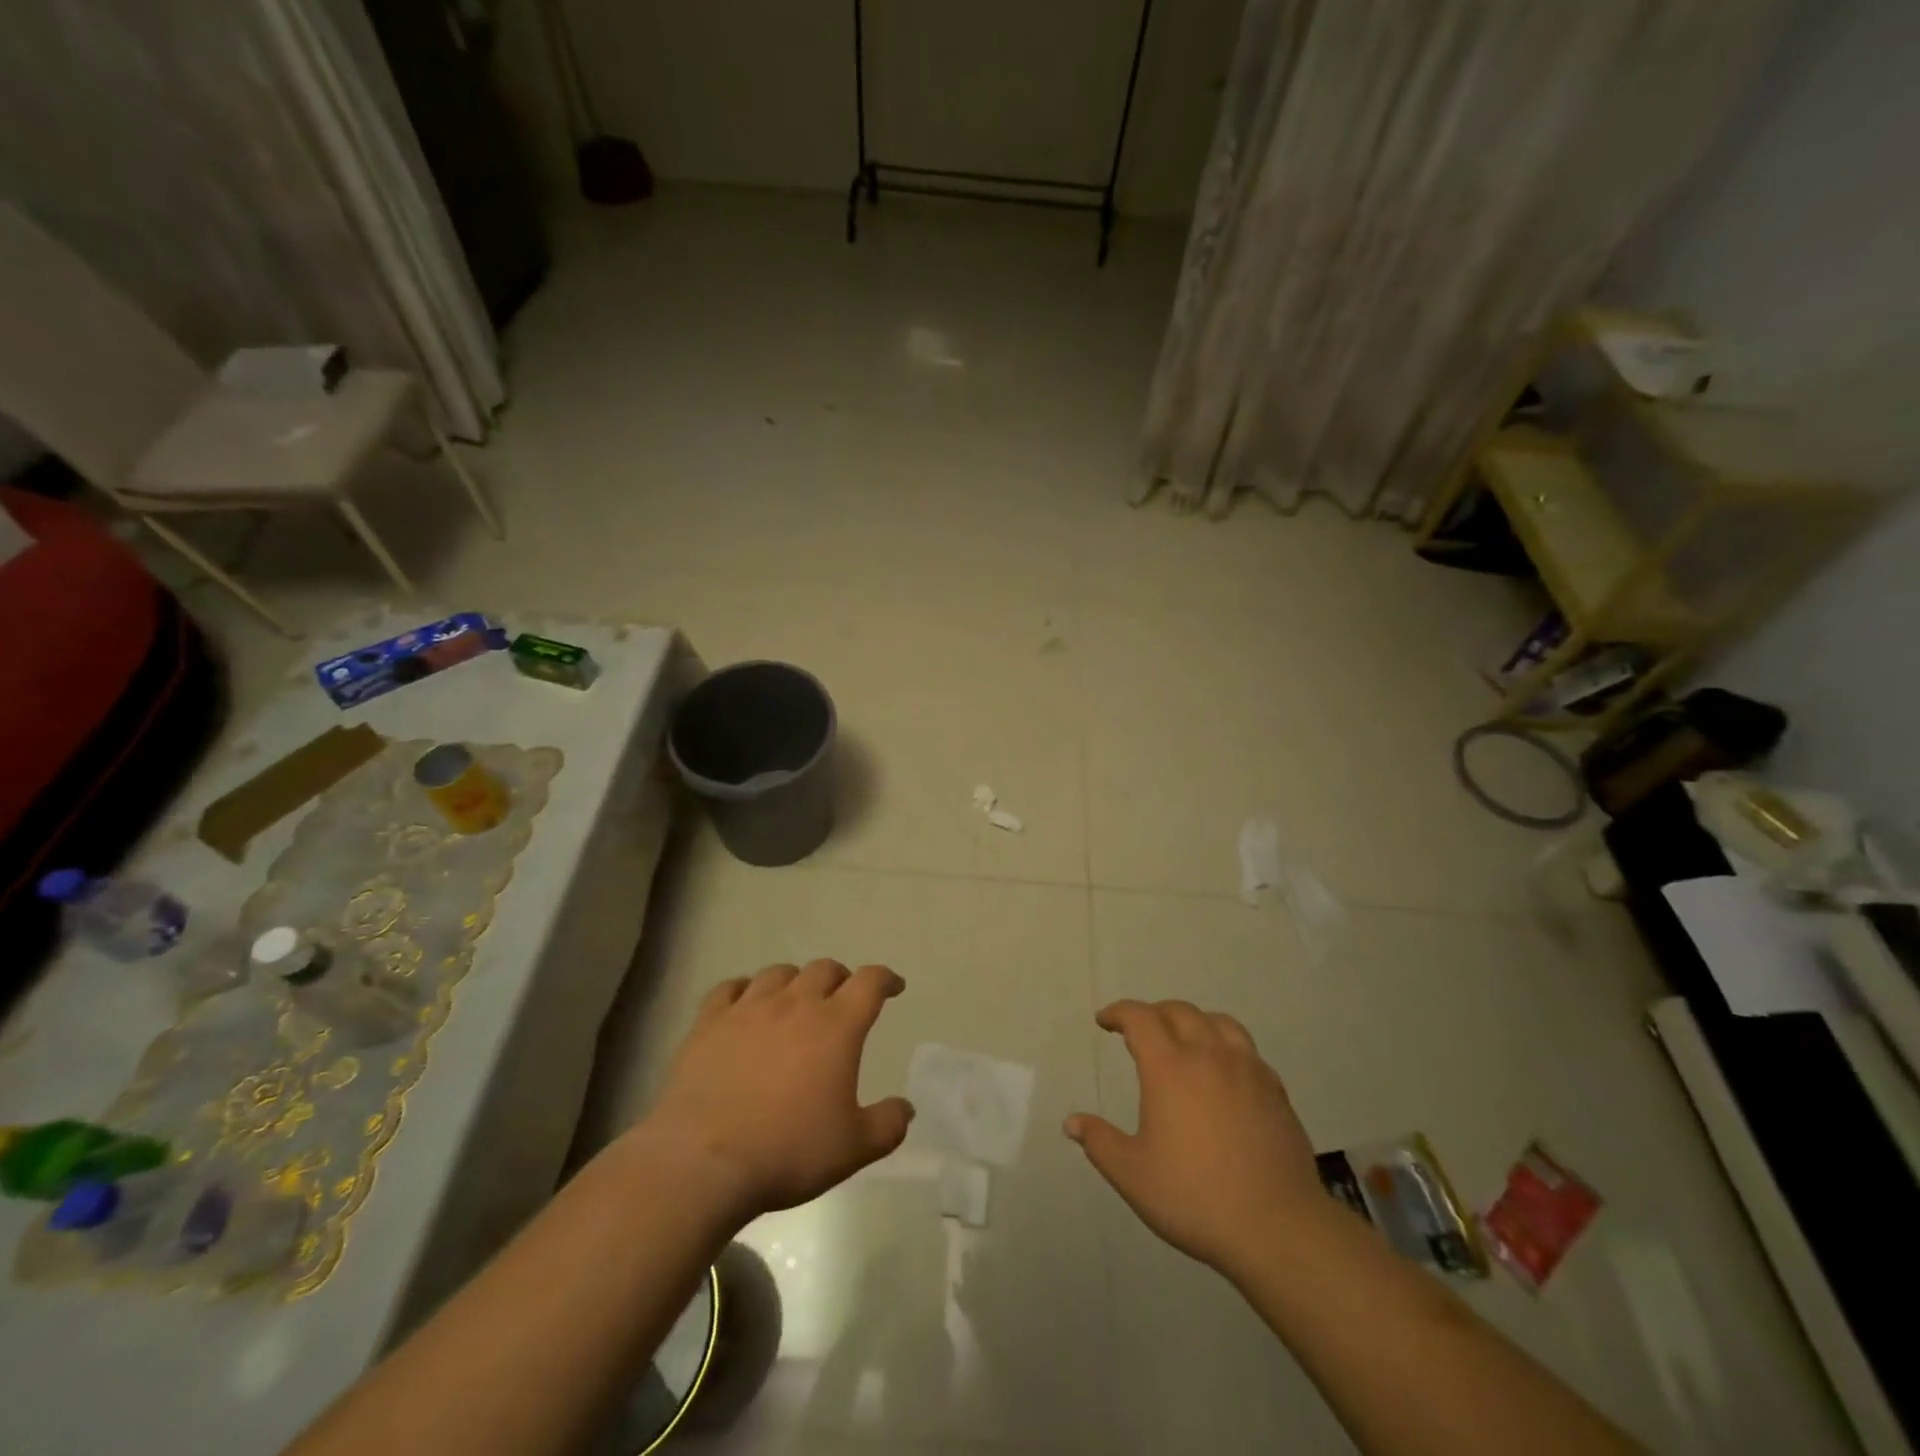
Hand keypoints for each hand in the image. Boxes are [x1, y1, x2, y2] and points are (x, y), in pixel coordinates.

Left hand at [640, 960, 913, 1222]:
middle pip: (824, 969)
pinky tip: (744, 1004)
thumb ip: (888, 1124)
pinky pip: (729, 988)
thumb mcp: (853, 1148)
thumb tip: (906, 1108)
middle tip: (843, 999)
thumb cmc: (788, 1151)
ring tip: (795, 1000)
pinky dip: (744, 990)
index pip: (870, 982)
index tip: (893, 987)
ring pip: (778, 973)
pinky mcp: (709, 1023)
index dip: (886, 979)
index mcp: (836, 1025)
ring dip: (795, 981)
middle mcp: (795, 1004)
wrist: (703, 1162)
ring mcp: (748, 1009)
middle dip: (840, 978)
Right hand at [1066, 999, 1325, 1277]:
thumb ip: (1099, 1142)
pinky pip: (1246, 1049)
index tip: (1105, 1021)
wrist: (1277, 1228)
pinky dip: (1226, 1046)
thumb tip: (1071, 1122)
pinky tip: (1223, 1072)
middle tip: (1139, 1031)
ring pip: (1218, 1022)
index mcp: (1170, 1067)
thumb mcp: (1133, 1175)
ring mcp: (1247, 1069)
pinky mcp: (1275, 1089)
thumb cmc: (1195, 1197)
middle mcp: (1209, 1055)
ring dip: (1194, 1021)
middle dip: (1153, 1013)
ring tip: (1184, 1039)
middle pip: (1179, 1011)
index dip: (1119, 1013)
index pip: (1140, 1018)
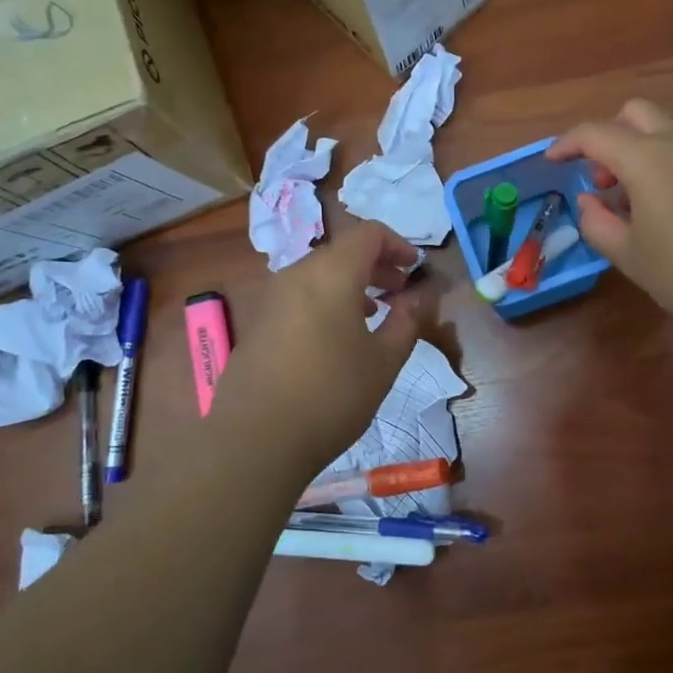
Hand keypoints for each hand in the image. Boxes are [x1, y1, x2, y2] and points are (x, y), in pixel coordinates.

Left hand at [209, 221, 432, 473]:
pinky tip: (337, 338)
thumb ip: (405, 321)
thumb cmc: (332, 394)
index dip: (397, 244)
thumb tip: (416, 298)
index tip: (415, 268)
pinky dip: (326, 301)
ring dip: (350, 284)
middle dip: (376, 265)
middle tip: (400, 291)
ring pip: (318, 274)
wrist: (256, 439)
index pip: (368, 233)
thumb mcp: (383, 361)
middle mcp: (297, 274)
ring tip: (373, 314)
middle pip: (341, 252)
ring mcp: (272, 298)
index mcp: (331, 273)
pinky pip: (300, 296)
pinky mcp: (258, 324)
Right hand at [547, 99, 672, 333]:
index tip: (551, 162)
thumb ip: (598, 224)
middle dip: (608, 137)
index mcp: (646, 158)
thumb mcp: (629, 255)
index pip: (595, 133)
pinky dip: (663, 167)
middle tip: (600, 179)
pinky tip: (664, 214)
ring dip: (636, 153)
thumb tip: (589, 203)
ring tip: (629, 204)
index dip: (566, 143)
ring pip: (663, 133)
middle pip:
——————————
(Task):
Only the lines from the one containing "pinky pip: (300, 296)" through the end of the listing belong in the response, each reproduced exactly.

(Output):
pinky pip: (300, 296)
pinky mcp: (258, 324)
Right hand at [547, 99, 672, 333]:
index tip: (551, 162)
thumb ip: (598, 224)
middle dip: (608, 137)
index mcp: (646, 158)
thumb mcp: (629, 255)
index pip: (595, 133)
pinky dip: (663, 167)
middle tip: (600, 179)
pinky tip: (664, 214)
ring dip: (636, 153)
thumb tip: (589, 203)
ring tip: (629, 204)
index dip: (566, 143)
ring pip: (663, 133)
middle pip:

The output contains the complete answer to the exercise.